Will War Pass even stay ahead of Pyro, Dixie Chatter, Slew's Tiznow, and other promising young horses who are likely to mature into the distance horses they were bred to become?

Even the day after War Pass won the BC Juvenile, two 2-year-olds performed strongly in one-mile stakes at Aqueduct and Churchill Downs. Both hinted that there will be further improvement through the winter and spring: Etched, winner of the Nashua Stakes at Aqueduct, and Court Vision, winner of the Iroquois at Churchill Downs.

Court Vision, a son of Gulch out of a Storm Bird mare, is trained by Hall of Famer Bill Mott, who has a few young prospects for 2008 worth keeping in mind. Among them is Z Humor, who was a good third behind War Pass and Pyro in the Champagne prior to his non-threatening fifth in the BC Juvenile, and Majestic Warrior, winner of the Hopeful Stakes with a strong finish prior to a disappointing effort in the Champagne when bothered by a hidden injury.

"A little time off should take of everything," Mott said after removing Majestic Warrior from consideration for the BC Juvenile. "We might even be able to get him ready to run in the Remsen" at Aqueduct on Nov. 24. At full health, Majestic Warrior certainly ranks as one of the top long-range Derby prospects in the country.

Meanwhile, Court Vision's status took a leap forward with his performance in the Iroquois. Forced extremely wide on the far turn, Court Vision did not kick into top gear until he reached the final furlong, where he made up six lengths to score, galloping out in the clear under Julien Leparoux, who won the BC Juvenile Turf aboard Nownownow on the soggy Monmouth turf course last Friday.

Leparoux was impressed with Court Vison's late burst of speed, and after two prior races on Polytrack the colt now is proven on dirt at Churchill, which could help him down the road. The same surely is true for Nownownow, who was a good second in a Churchill maiden sprint on dirt last May before currently suspended trainer Patrick Biancone sent him out to win the Anticipation Stakes on the grass at Saratoga on Aug, 31.

While Biancone's assistant, Francois Parisel, was the official trainer listed for the BC Juvenile Turf, it is unclear who will be handling Nownownow through the next several months. Yet, there is little doubt that this strong-finishing son of Whywhywhy and other top 2-year-olds who show strength in various turf races over a distance of ground will be tried on dirt sometime during the Triple Crown prep season.
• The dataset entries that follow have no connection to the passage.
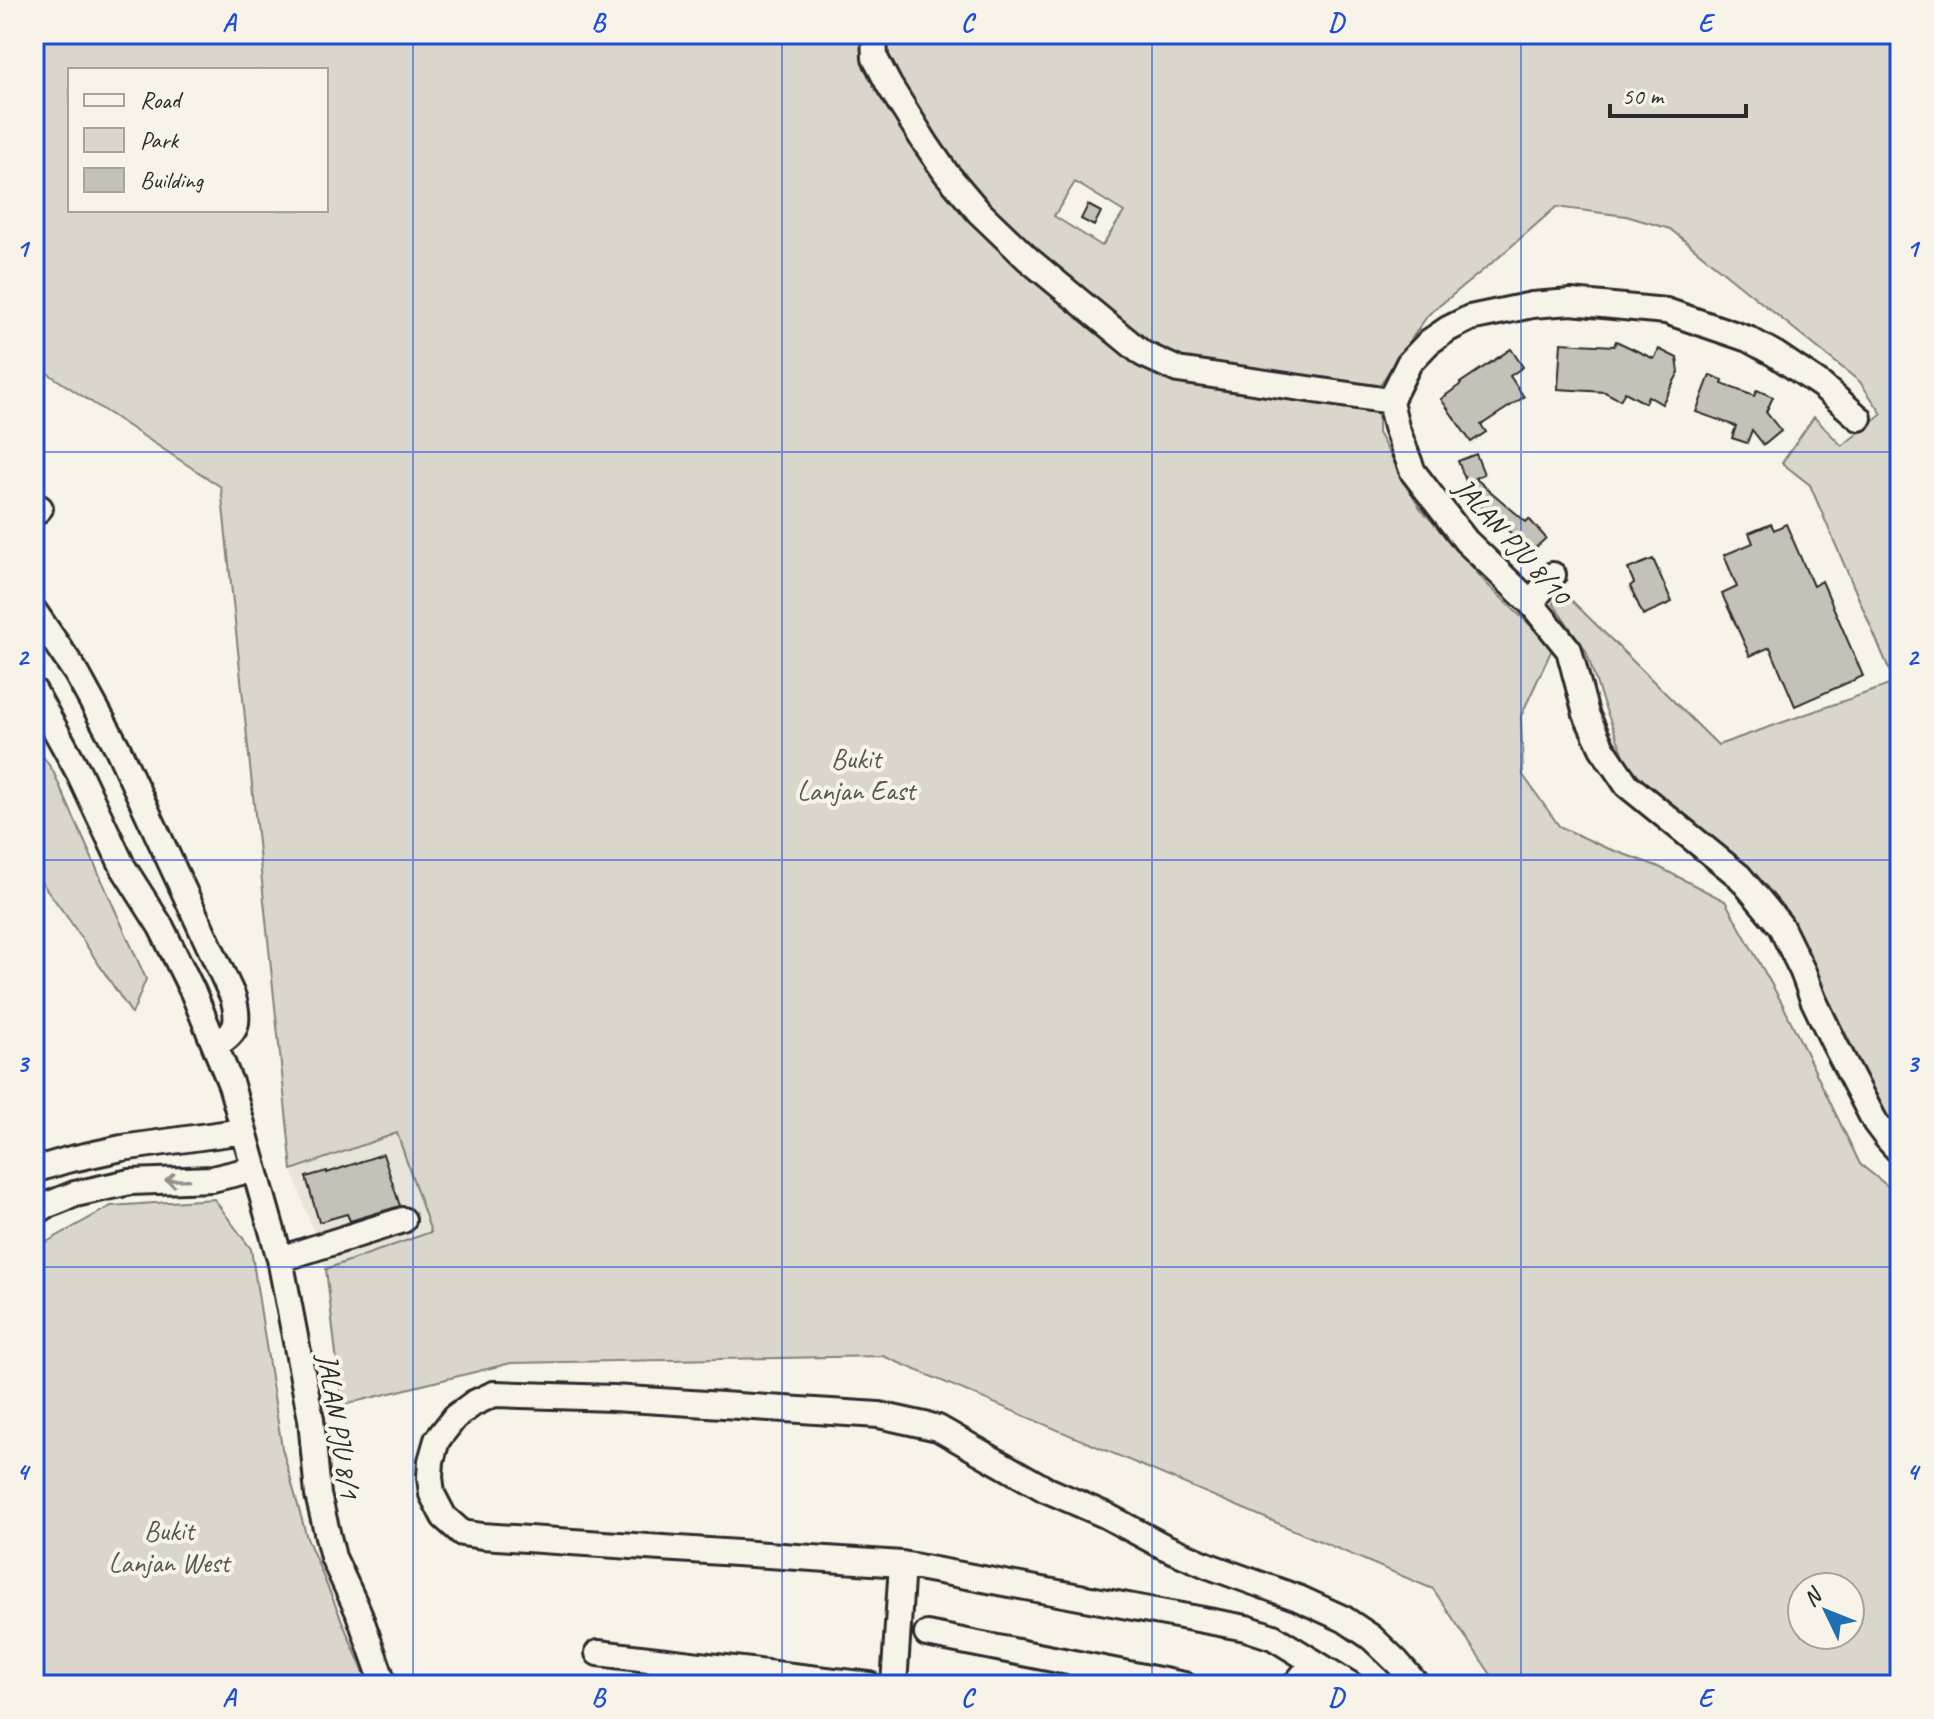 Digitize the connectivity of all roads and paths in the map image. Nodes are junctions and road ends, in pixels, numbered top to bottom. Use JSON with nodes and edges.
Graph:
{"nodes":[{"id":1,"x":874,"y":34,"type":"edge"},
{"id":2,"x":1390,"y":401,"type":"junction"},
{"id":3,"x":1859,"y":418,"type":"dead end"},
{"id":4,"x":1553,"y":575,"type":"dead end"},
{"id":5,"x":1531,"y":603,"type":"junction"},
{"id":6,"x":34,"y":611,"type":"edge"},
{"id":7,"x":34,"y":691,"type":"edge"},
{"id":8,"x":215,"y":1045,"type":"junction"},
{"id":9,"x":244,"y":1131,"type":"junction"},
{"id":10,"x":1900,"y":1152,"type":"edge"},
{"id":11,"x":254,"y":1169,"type":"junction"},
{"id":12,"x":34,"y":1170,"type":"edge"},
{"id":13,"x":34,"y":1214,"type":"edge"},
{"id":14,"x":403,"y":1220,"type":"dead end"},
{"id":15,"x":280,"y":1259,"type":"junction"},
{"id":16,"x":902,"y":1564,"type":"junction"},
{"id":17,"x":927,"y":1634,"type":"dead end"},
{"id":18,"x":598,"y":1653,"type":"dead end"},
{"id":19,"x":1314,"y":1662,"type":"junction"},
{"id":20,"x":384,"y":1685,"type":"edge"},
{"id":21,"x":868,"y":1685,"type":"edge"},
{"id":22,"x":894,"y":1685,"type":"edge"},
{"id":23,"x":1184,"y":1685,"type":"edge"},
{"id":24,"x":1295,"y":1685,"type":"edge"},
{"id":25,"x":1351,"y":1685,"type":"edge"},
{"id":26,"x":1417,"y":1685,"type":"edge"}],
"edges":[{"from":1,"to":2,"type":"street"},
{"from":2,"to":3,"type":"street"},
{"from":2,"to":5,"type":"street","name":"JALAN PJU 8/10"},
{"from":4,"to":5,"type":"street"},
{"from":5,"to":10,"type":"street","name":"JALAN PJU 8/10"},
{"from":6,"to":8,"type":"street"},
{"from":7,"to":8,"type":"street","name":"JALAN PJU 8/1"},
{"from":8,"to":9,"type":"street","name":"JALAN PJU 8/1"},
{"from":9,"to":11,"type":"street","name":"JALAN PJU 8/1"},
{"from":9,"to":12,"type":"street"},
{"from":11,"to":13,"type":"street","one_way":true},
{"from":11,"to":15,"type":"street","name":"JALAN PJU 8/1"},
{"from":14,"to":15,"type":"street"},
{"from":15,"to":20,"type":"street","name":"JALAN PJU 8/1"},
{"from":16,"to":19,"type":"street"},
{"from":16,"to":22,"type":"street"},
{"from":16,"to":26,"type":"street"},
{"from":17,"to":23,"type":"street"},
{"from":18,"to":21,"type":"street"},
{"from":19,"to":24,"type":"street"},
{"from":19,"to":25,"type":"street"}]}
Nashua Stakes winner Etched, a son of the speedy Forestry out an Unbridled's Song mare and trained by Kiaran McLaughlin, might be a question mark at true classic distances, but his jockey, Alan Garcia, saw enough to make him believe there is more scope to this colt.

"I had so much horse the whole race," Garcia said. "He's a big horse with a real big stride. He liked the mile and I think he wants more distance. At the quarter pole," Garcia continued, "I was just looking for horses, but no one could keep up with him."
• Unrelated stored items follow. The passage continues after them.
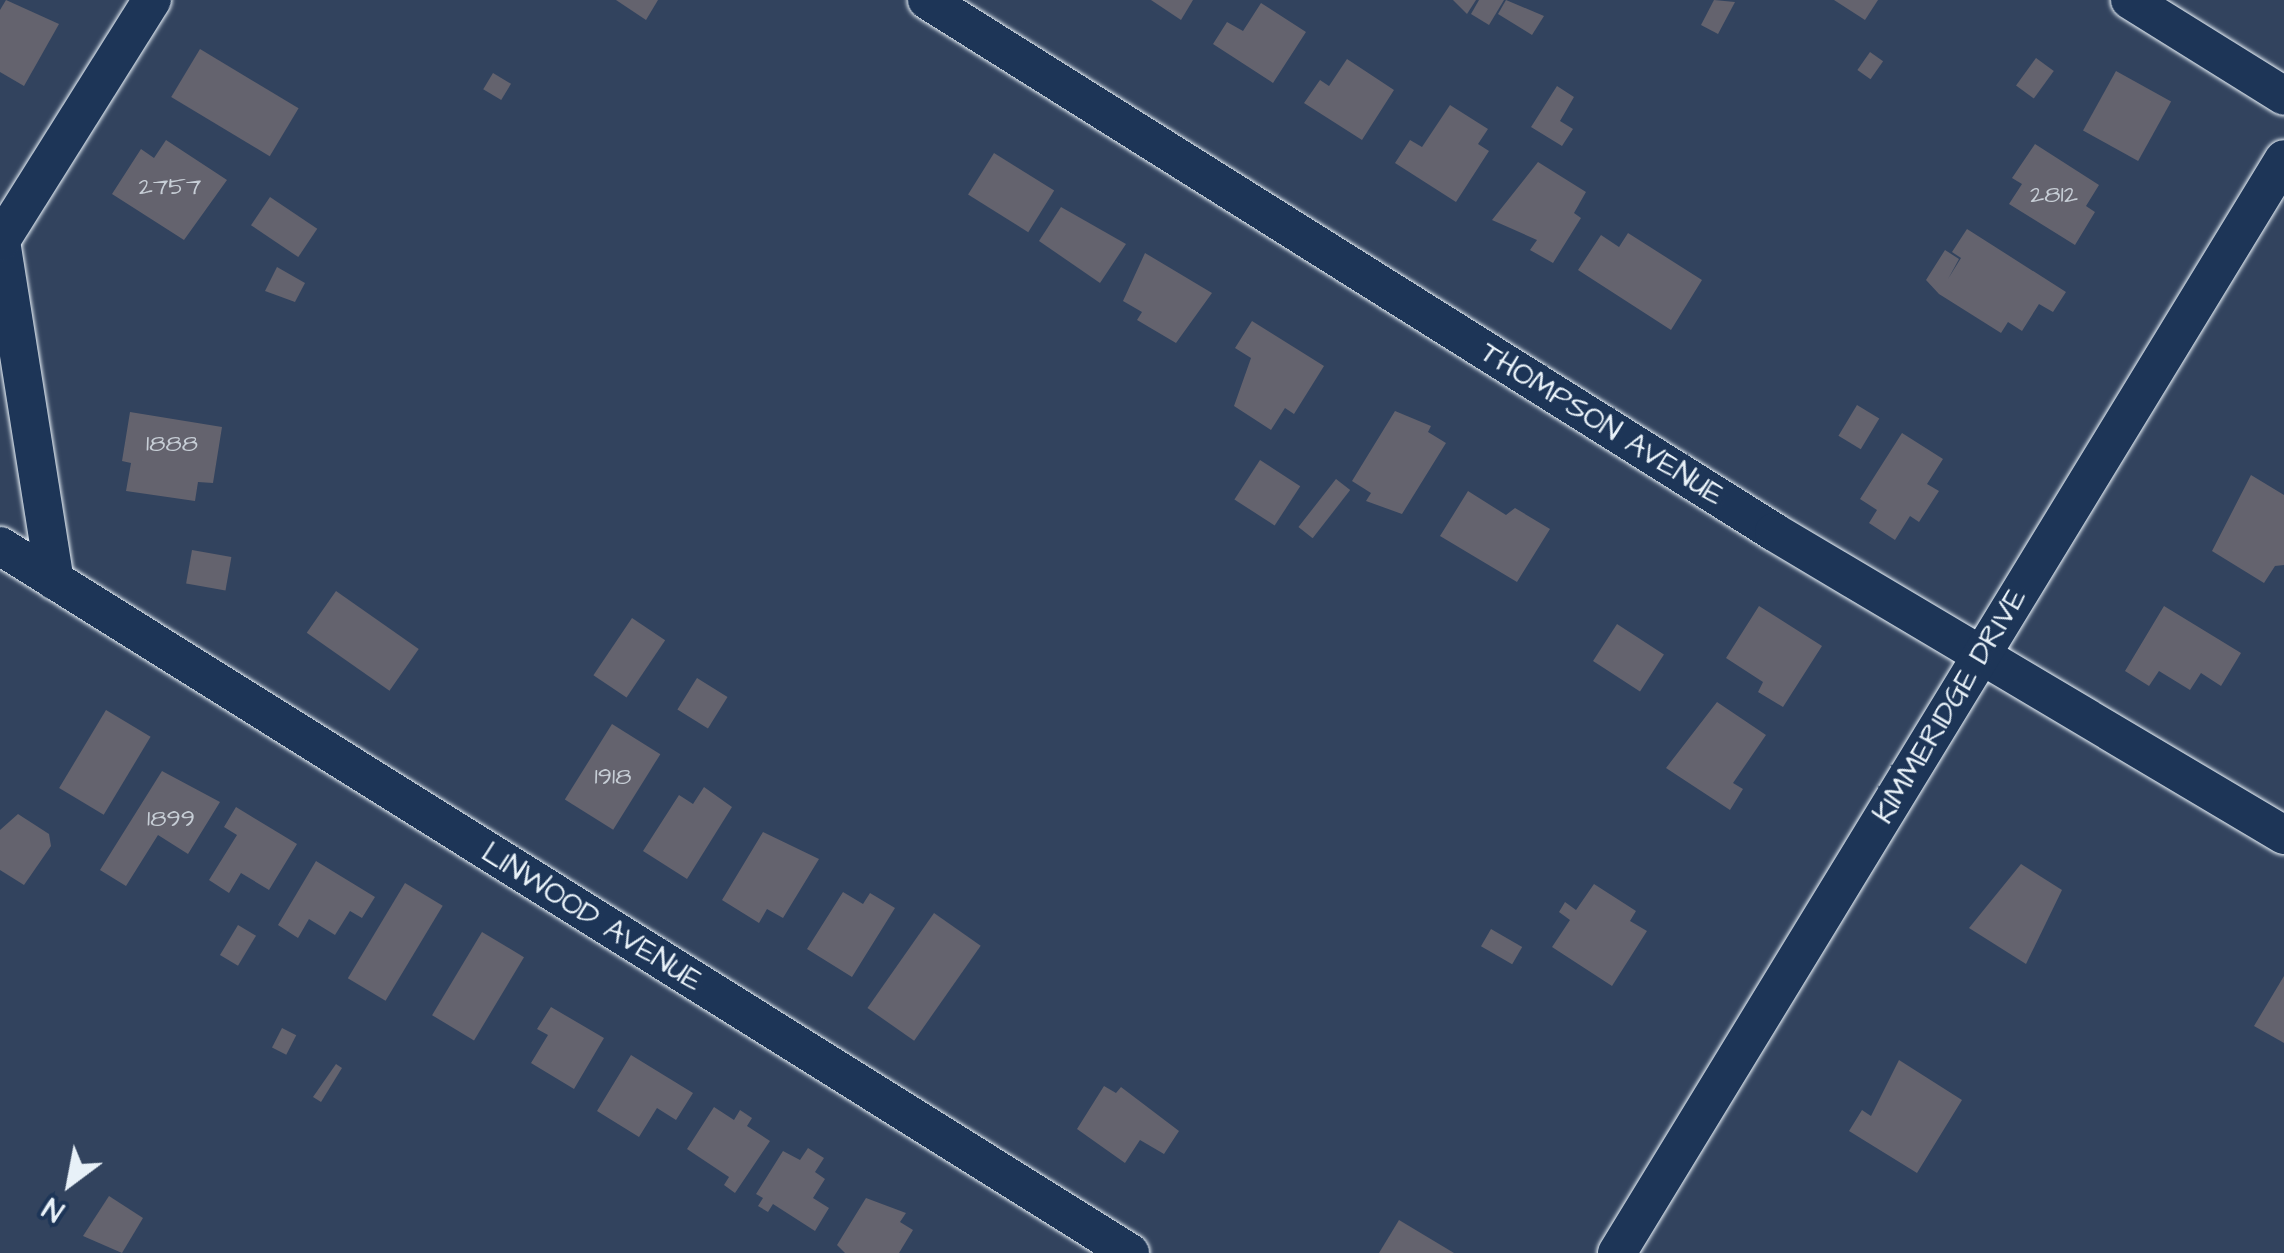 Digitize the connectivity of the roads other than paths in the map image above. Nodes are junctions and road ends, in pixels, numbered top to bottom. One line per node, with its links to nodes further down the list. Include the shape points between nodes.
1 (152, 0): 6 (street)
2 (927, 0): 10 (street, THOMPSON AVENUE)
3 (2130, 0): 4 (street)
4 (2284, 96)
5 (2284, 159): 10 (street, KIMMERIDGE DRIVE)
6 (14, 188): 7 (street)
7 (0, 241): 9 (street)
8 (0, 546): 9 (street, LINWOOD AVENUE)
9 (56, 581): 12 (street, LINWOOD AVENUE)
10 (1981, 655): 11 (street, THOMPSON AVENUE); 13 (street, KIMMERIDGE DRIVE)
11 (2284, 835)
12 (1130, 1253)
13 (1617, 1253)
Similar optimistic quotes and thoughts about longer races for promising young horses will be spoken from New York to Florida to California after the Remsen and the CashCall Futurity at Hollywood Park in December as well as the Tropical Park Derby at Calder when 2007 turns into 2008.
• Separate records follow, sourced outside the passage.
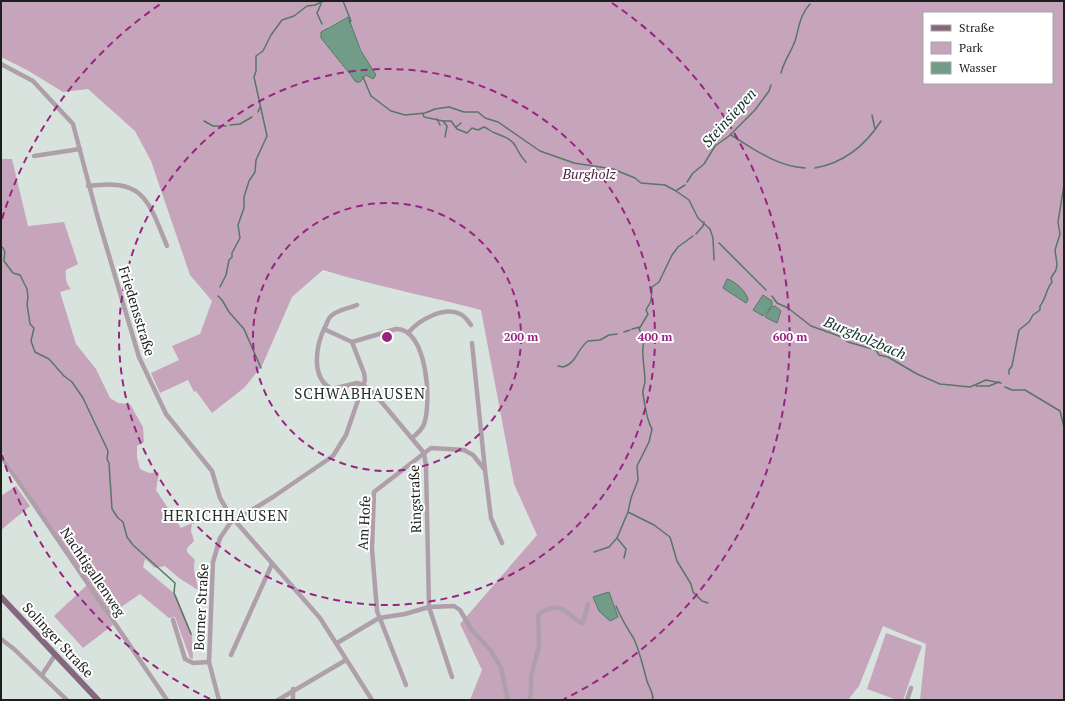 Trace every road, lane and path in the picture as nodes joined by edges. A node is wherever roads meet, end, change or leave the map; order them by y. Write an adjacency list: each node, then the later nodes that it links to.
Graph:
1 (1, 64): 2 (street, Friedensstraße)
2 (80, 149): 3 (street); 4 (street, Friedensstraße)
3 (34, 156)
4 (88, 186): 5 (street); 17 (street, Friedensstraße)
5 (167, 246)
6 (357, 305): 8 (street)
7 (471, 325): 9 (street)
8 (324, 329): 10 (street); 12 (street)
9 (410, 332): 10 (street); 13 (street)
10 (352, 342): 12 (street)
11 (472, 343): 16 (street)
12 (363, 385): 13 (street, Ringstraße); 17 (street)
13 (412, 438): 14 (street, Ringstraße)
14 (424, 453): 16 (street); 22 (street, Ringstraße); 23 (street, Am Hofe)
15 (1, 456): 38 (street, Nachtigallenweg)
16 (485, 470): 18 (street)
17 (234, 520): 19 (street); 30 (street, Borner Straße)
18 (502, 543)
19 (272, 564): 26 (street); 27 (street)
20 (1, 597): 28 (main road, Solinger Straße)
21 (588, 604): 44 (street)
22 (429, 607): 23 (street); 32 (street, Ringstraße); 43 (street)
23 (379, 618): 26 (street); 33 (street, Am Hofe)
24 (173, 620): 30 (street)
25 (1, 639): 31 (street)
26 (337, 643): 29 (street)
27 (231, 654)
28 (55, 655): 31 (street); 37 (main road, Solinger Straße)
29 (346, 660): 35 (street); 42 (street)
30 (209, 662): 39 (street, Borner Straße)
31 (42, 675): 36 (street)
32 (452, 677)
33 (406, 686)
34 (911, 688): 45 (street)
35 (293, 690): 40 (street); 41 (street)
36 (67, 700)
37 (98, 700)
38 (167, 700)
39 (219, 700)
40 (278, 700)
41 (293, 700)
42 (372, 700)
43 (508, 700)
44 (529, 700)
45 (907, 700)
The search for the next Street Sense is an annual ritual that begins the moment the BC Juvenile result is declared official. Among the horses we may hear about are several who showed little in slop at Monmouth on Saturday - Kodiac Kowboy, Tale of Ekati, Old Man Buck, Overextended, Globalization, and Wicked Style, plus a handful who were put on the shelf during the summer and early fall, including Ready's Image, Georgie Boy, and Gold Coyote. But, the best bet of all is that there will be dozens of high-class young horses that none of us have yet to see or know about at every stop along the way who will burst on the scene trying to wrest away War Pass's grip on the division.

Nick Zito knows all about this, having won Kentucky Derby trophies with Strike the Gold in 1991 and Go for Gin in 1994, both of whom were quietly moving forward in their development far away from anyone's radar as October was passing to November in their 2-year-old seasons.